BRIEF =
Your result will be the set of lines with "bridge", copied from the material below.

INFORMATION PROVIDED =
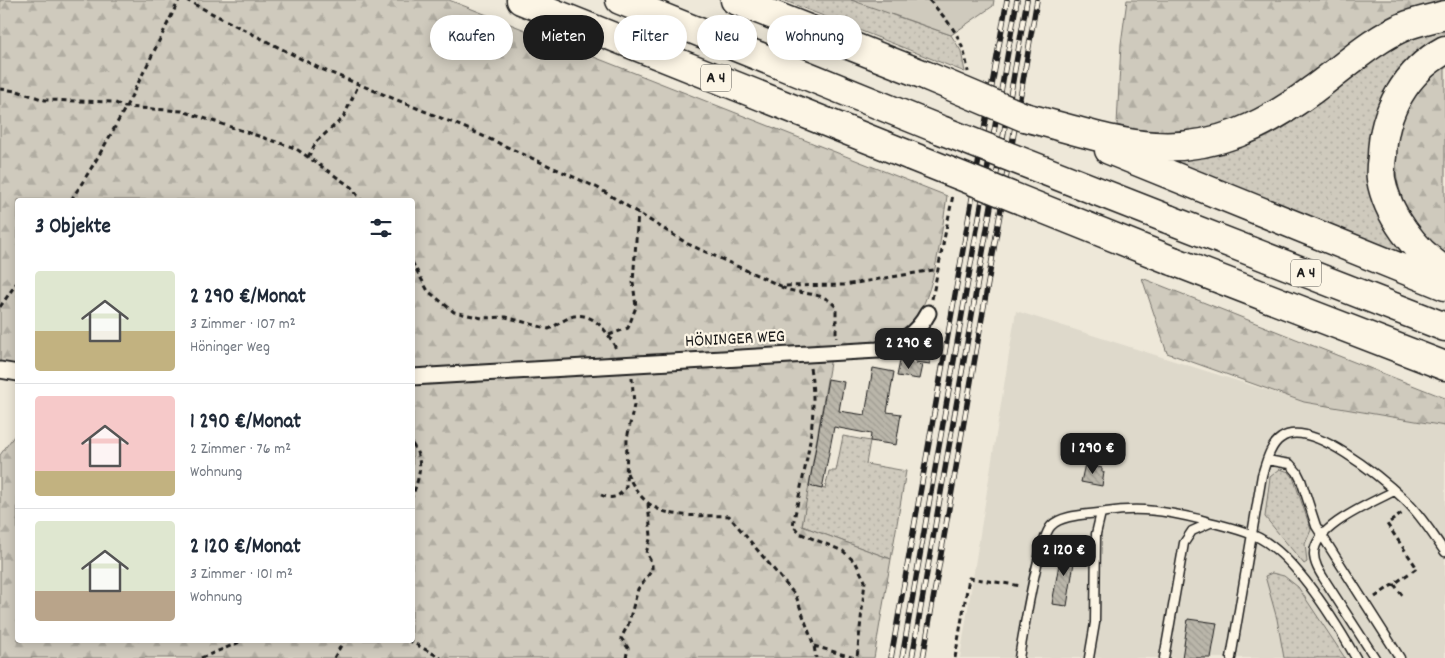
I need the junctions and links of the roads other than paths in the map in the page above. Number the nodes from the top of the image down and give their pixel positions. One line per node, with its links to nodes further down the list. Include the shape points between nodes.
1 (521, 0): 11 (highway, A 4, bridge)
2 (620, 0): 10 (highway, A 4, bridge, via 941,130)
3 (735, 0): 6 (highway, bridge)
4 (1445, 15): 6 (highway, via 1407,26 1375,44 1260,126 1208,143 1154,146)
5 (1445, 50): 7 (highway, via 1418,69 1396,98 1382,135 1381,178 1390,208 1412,242)
6 (1024, 117): 8 (highway)
7 (1445, 271)
8 (1445, 286)
9 (928, 313): 14 (street, HÖNINGER WEG, via 914,333 878,350)
10 (1445, 327)
11 (1445, 366)
12 (0, 370): 13 (street)
13 (15, 372)
14 (415, 377)
15 (1267, 460): 16 (lane, via 1280,438 1291,433 1306,434 1345,454); 19 (lane, via 1290,464 1297,472 1316,526); 20 (lane)
16 (1394, 491): 19 (lane); 21 (lane, via 1412,507)
17 (1101, 513): 18 (lane, via 1142,508); 24 (lane, via 1066,519 1051,526 1044,542); 25 (lane, via 1096,534 1095,623)
18 (1211, 523): 20 (lane); 26 (lane, via 1192,531 1184,543)
19 (1322, 534): 22 (lane, via 1314,553 1317,567); 30 (lane)
20 (1253, 535): 23 (lane, via 1291,562); 27 (lane)
21 (1445, 552)
22 (1364, 641): 23 (lane); 29 (lane)
23 (1351, 649): 28 (lane)
24 (1019, 658)
25 (1089, 658)
26 (1164, 658)
27 (1231, 658)
28 (1356, 658)
29 (1375, 658)
30 (1400, 658)

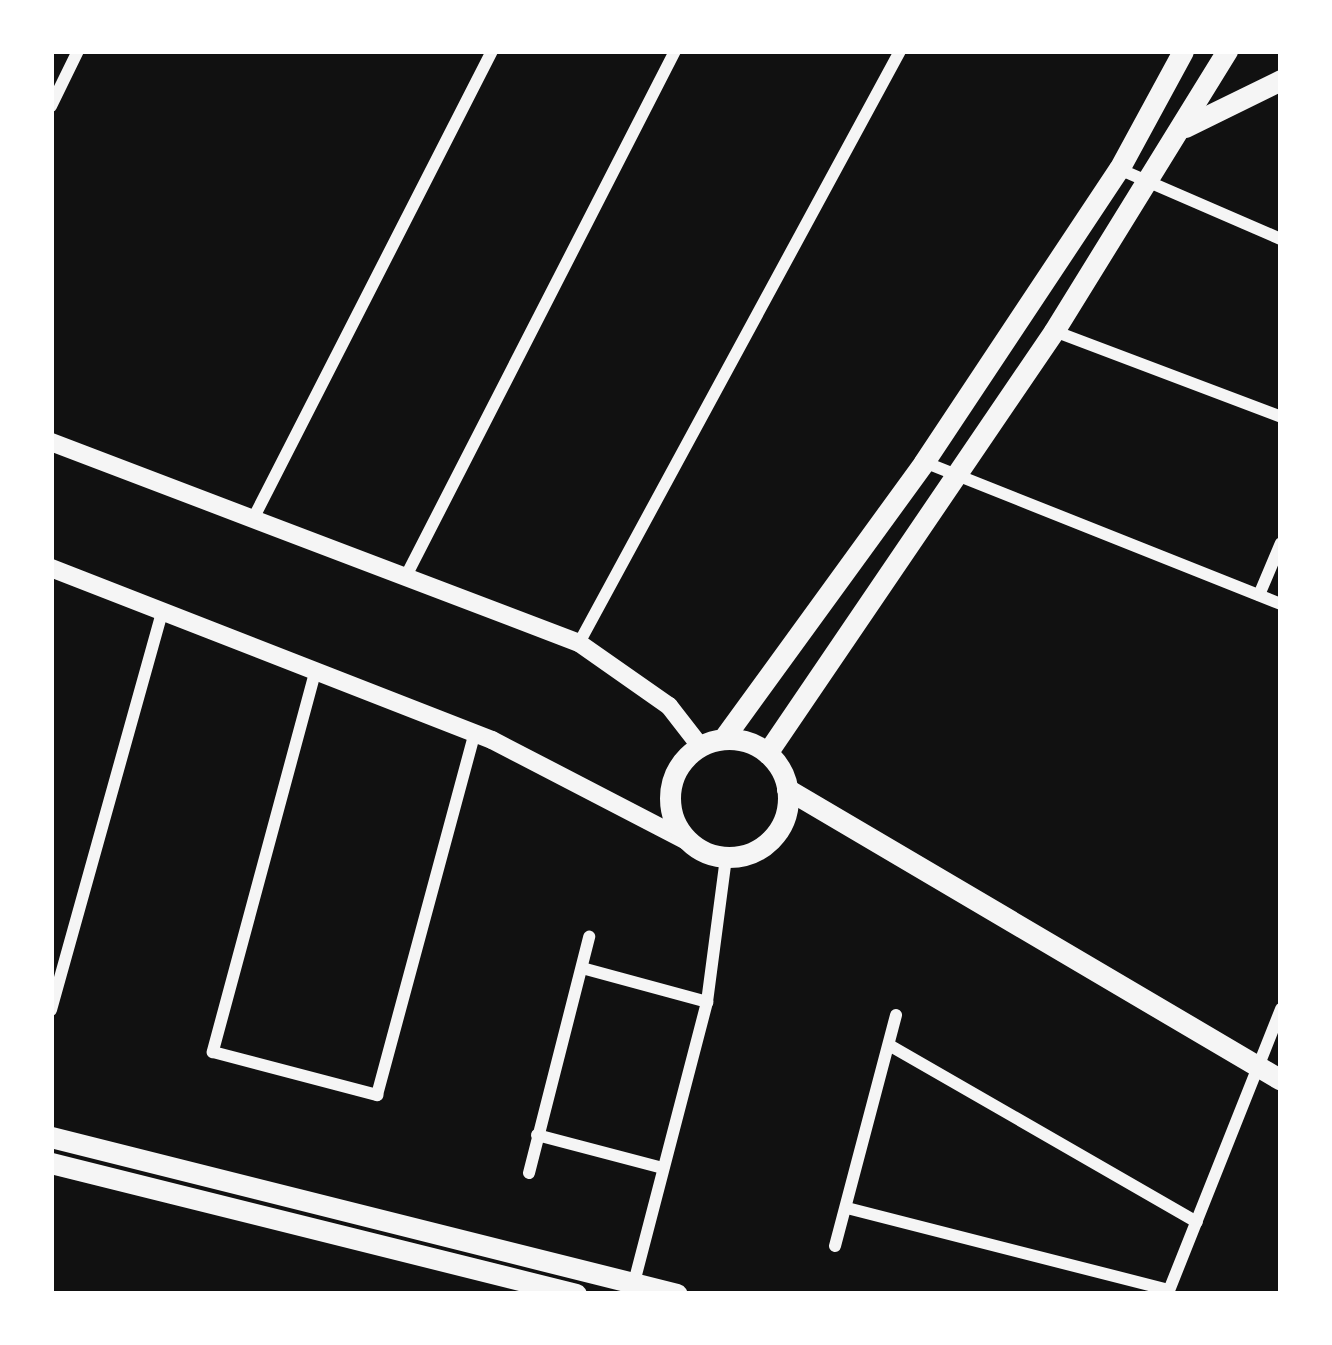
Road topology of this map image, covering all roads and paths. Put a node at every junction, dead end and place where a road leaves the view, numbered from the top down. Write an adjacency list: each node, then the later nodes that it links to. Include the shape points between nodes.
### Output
1 (78, 51): 8 (street)
2 (491, 51): 18 (street)
3 (675, 51): 21 (street)
4 (899, 51): 25 (street)
5 (1183, 51): 10 (main road)
6 (1227, 51): 9 (main road)
7 (1281, 80): 9 (main road)
8 (51, 106)
9 (1184, 127): 11 (main road)
10 (1119, 169): 11 (street); 16 (main road)
11 (1148, 183): 12 (street); 13 (main road)
12 (1281, 239)
13 (1054, 331): 14 (street); 17 (main road)
14 (1281, 418)
15 (51, 442): 18 (street)
16 (924, 462): 17 (street); 28 (main road)
17 (957, 475): 22 (street); 30 (main road)
18 (254, 519): 21 (street)
19 (1281, 543): 22 (street)
20 (51, 568): 24 (street)
21 (405, 578): 25 (street)
22 (1259, 595): 23 (street)
23 (1281, 604)
24 (163, 609): 26 (street); 38 (street)
25 (579, 644): 29 (street, via 669,706)
26 (316, 668): 27 (street); 27 (street, via 213,1052 377,1095)
27 (475, 732): 32 (street)
28 (723, 740): 29 (main road); 30 (main road)
29 (700, 746): 32 (main road, via 670,791)
30 (766, 753): 31 (main road)
31 (787, 789): 33 (main road, via 787,808 769,842); 41 (main road)
32 (688, 842): 33 (main road)
33 (726, 857): 36 (street)
34 (589, 937): 35 (street)
35 (583, 968): 36 (street); 43 (street)
36 (707, 1002): 46 (street)
37 (1281, 1009): 41 (street)
38 (51, 1010)
39 (896, 1015): 40 (street)
40 (889, 1045): 48 (street); 49 (street)
41 (1258, 1066): 42 (main road); 49 (street)
42 (1281, 1080)
43 (537, 1135): 46 (street); 47 (street)
44 (51, 1137): 51 (main road)
45 (51, 1163): 53 (main road)
46 (663, 1168): 51 (street)
47 (529, 1173)
48 (847, 1208): 50 (street); 52 (street)
49 (1197, 1222): 52 (street)
50 (835, 1246)
51 (633, 1289): 54 (main road)
52 (1168, 1292)
53 (576, 1294)
54 (676, 1294)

RESPONSE =
1 (521, 0): 11 (highway, A 4, bridge)
2 (620, 0): 10 (highway, A 4, bridge, via 941,130)
3 (735, 0): 6 (highway, bridge)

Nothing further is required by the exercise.